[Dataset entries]
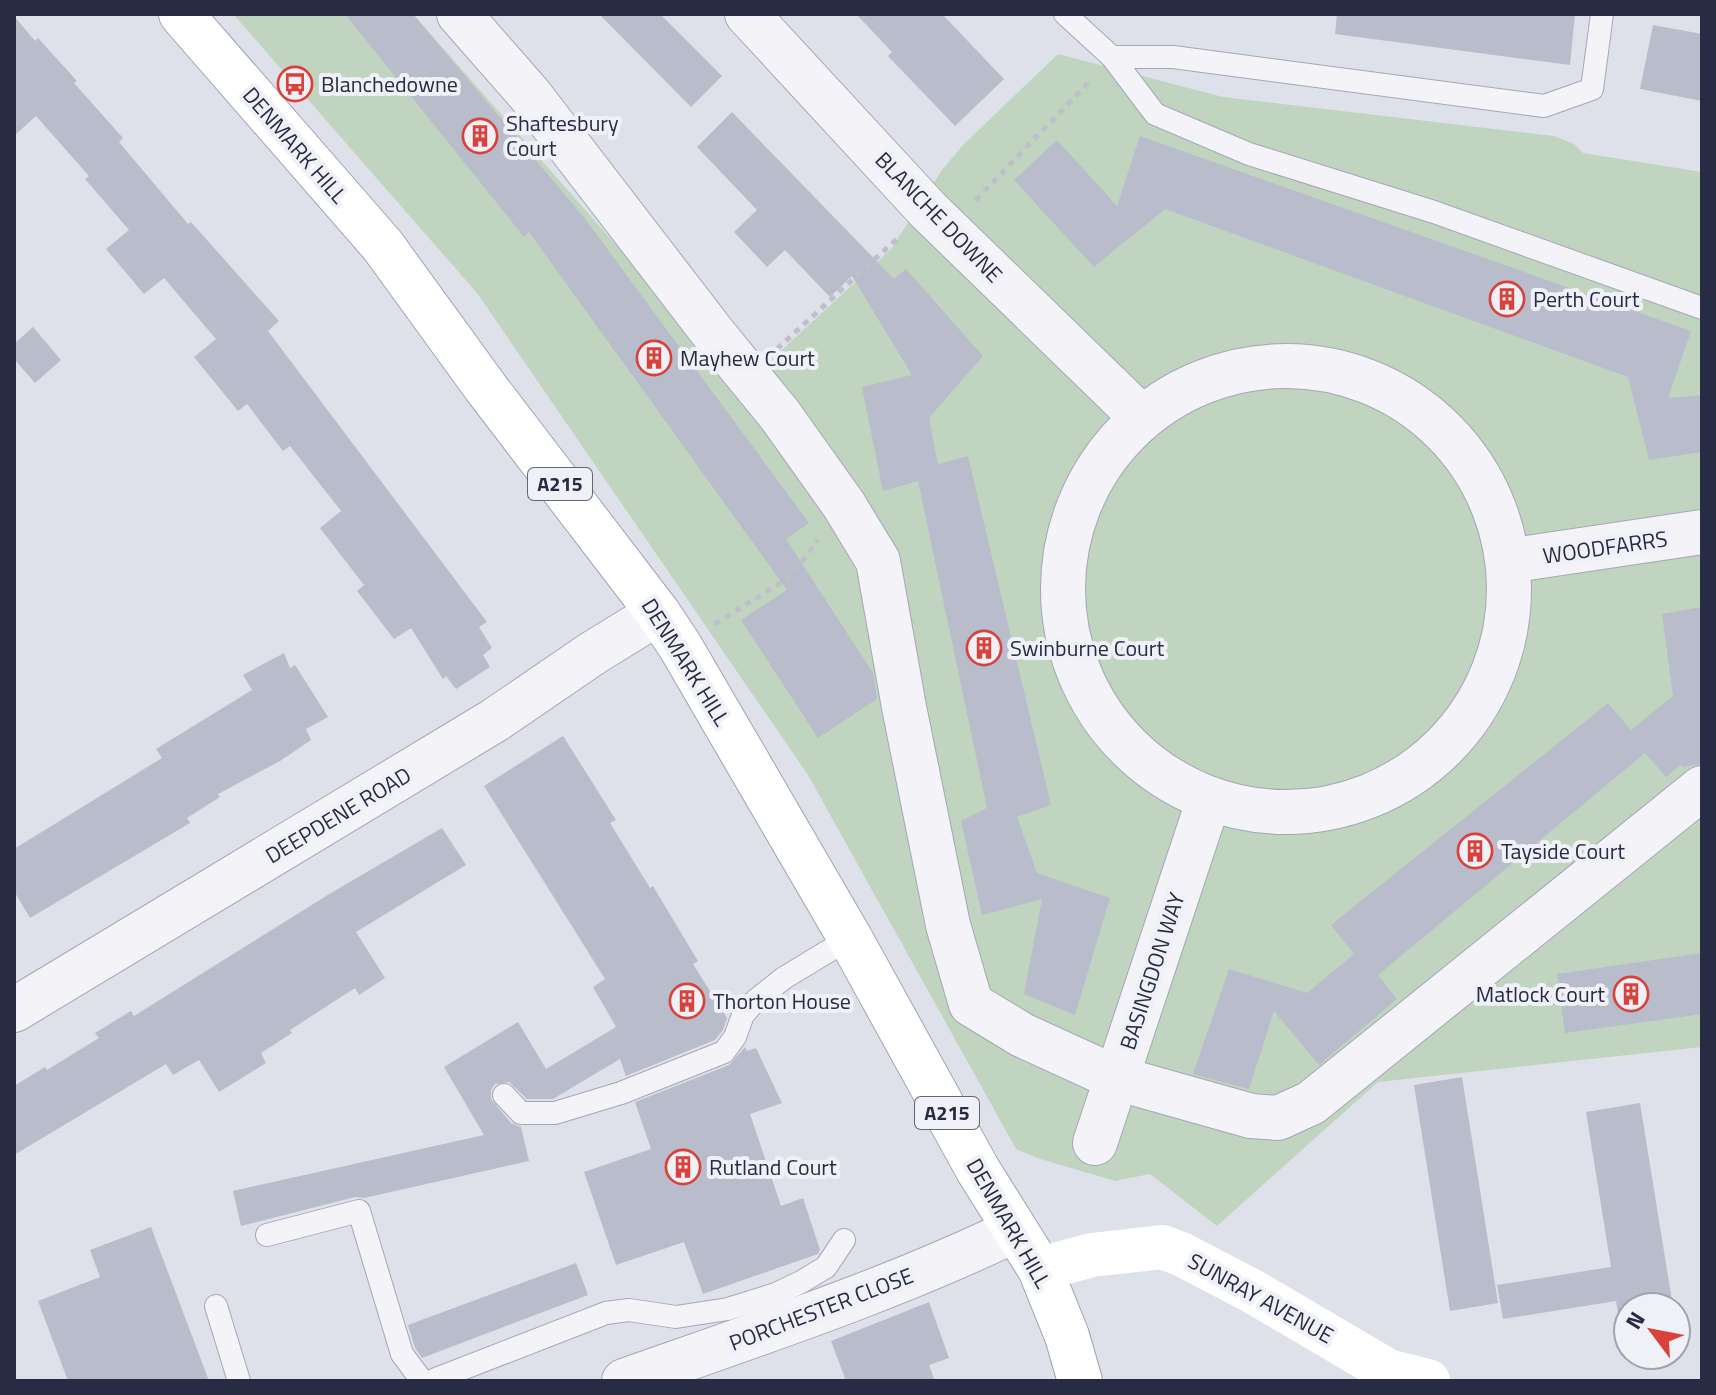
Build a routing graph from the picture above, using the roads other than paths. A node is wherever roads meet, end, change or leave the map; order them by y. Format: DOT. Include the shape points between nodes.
graph roads {
  1 [pos="181,14"];
  2 [pos="459,14"];
  3 [pos="747,14"];
  4 [pos="1065,14"];
  5 [pos="1602,14"];
  6 [pos="1112,57"];
  7 [pos="1702,308"];
  8 [pos="1138,414"];
  9 [pos="1702,532"];
  10 [pos="1508,561"];
  11 [pos="658,613"];
  12 [pos="1702,788"];
  13 [pos="1209,799"];
  14 [pos="850,938"];
  15 [pos="19,996"];
  16 [pos="1116,1078"];
  17 [pos="504,1095"];
  18 [pos="1095,1143"];
  19 [pos="1015,1230"];
  20 [pos="267,1235"];
  21 [pos="844,1240"];
  22 [pos="1040,1269"];
  23 [pos="216,1306"];
  24 [pos="239,1381"];
  25 [pos="422,1381"];
  26 [pos="431,1381"];
  27 [pos="624,1381"];
  28 [pos="1080,1381"];
  29 [pos="1428,1381"];
  1 -- 11 [label="main road, DENMARK HILL / A215" via="383,246"];
  2 -- 16 [label="street" via="530,95 780,415 878,561 948,925 971,1004 1022,1035"];
  3 -- 8 [label="street, BLANCHE DOWNE" via="938,219"];
  4 -- 6 [label="lane"];
  5 -- 6 [label="lane" via="1592,89 1544,106 1173,57"];
  6 -- 7 [label="lane" via="1155,114 1249,154 1434,212"];
  8 -- 10 [label="street" via="1158,399 1263,366 1340,372 1376,384 1410,402 1466,455 1500,523"];
  8 -- 13 [label="street" via="1097,471 1072,528 1064,564 1068,638 1096,707 1118,737 1165,777"];
  9 -- 10 [label="street, WOODFARRS"];
  10 -- 13 [label="street" via="1503,643 1489,683 1441,750 1371,796 1331,808 1290,813"];
  11 -- 14 [label="main road, DENMARK HILL / A215"];
  11 -- 15 [label="street, DEEPDENE ROAD" via="495,720"];
  12 -- 16 [label="street" via="1311,1103 1278,1118 1251,1116"];
  13 -- 16 [label="street, BASINGDON WAY"];
  14 -- 17 [label="lane" via="756,1000 724,1052 555,1113 521,1113"];
  14 -- 19 [label="main road, DENMARK HILL / A215"];
  16 -- 18 [label="street, BASINGDON WAY"];
  19 -- 22 [label="main road, DENMARK HILL / A215"];
  19 -- 27 [label="street, PORCHESTER CLOSE" via="769,1330"];
  20 -- 25 [label="lane" via="359,1211 402,1354"];
  21 -- 26 [label="lane" via="826,1267 776,1294 695,1316 606,1313"];
  22 -- 28 [label="main road, DENMARK HILL / A215"];
  22 -- 29 [label="main road, SUNRAY AVENUE" via="1092,1255 1162,1247 1252,1291 1388,1371"];
  23 -- 24 [label="lane"];
}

### [Exercise brief]
Filter the data for the string "DENMARK" and copy every line that has it.

### [Answer to this exercise]
  1 -- 11 [label="main road, DENMARK HILL / A215" via="383,246"];
  11 -- 14 [label="main road, DENMARK HILL / A215"];
  14 -- 19 [label="main road, DENMARK HILL / A215"];
  19 -- 22 [label="main road, DENMARK HILL / A215"];
  22 -- 28 [label="main road, DENMARK HILL / A215"];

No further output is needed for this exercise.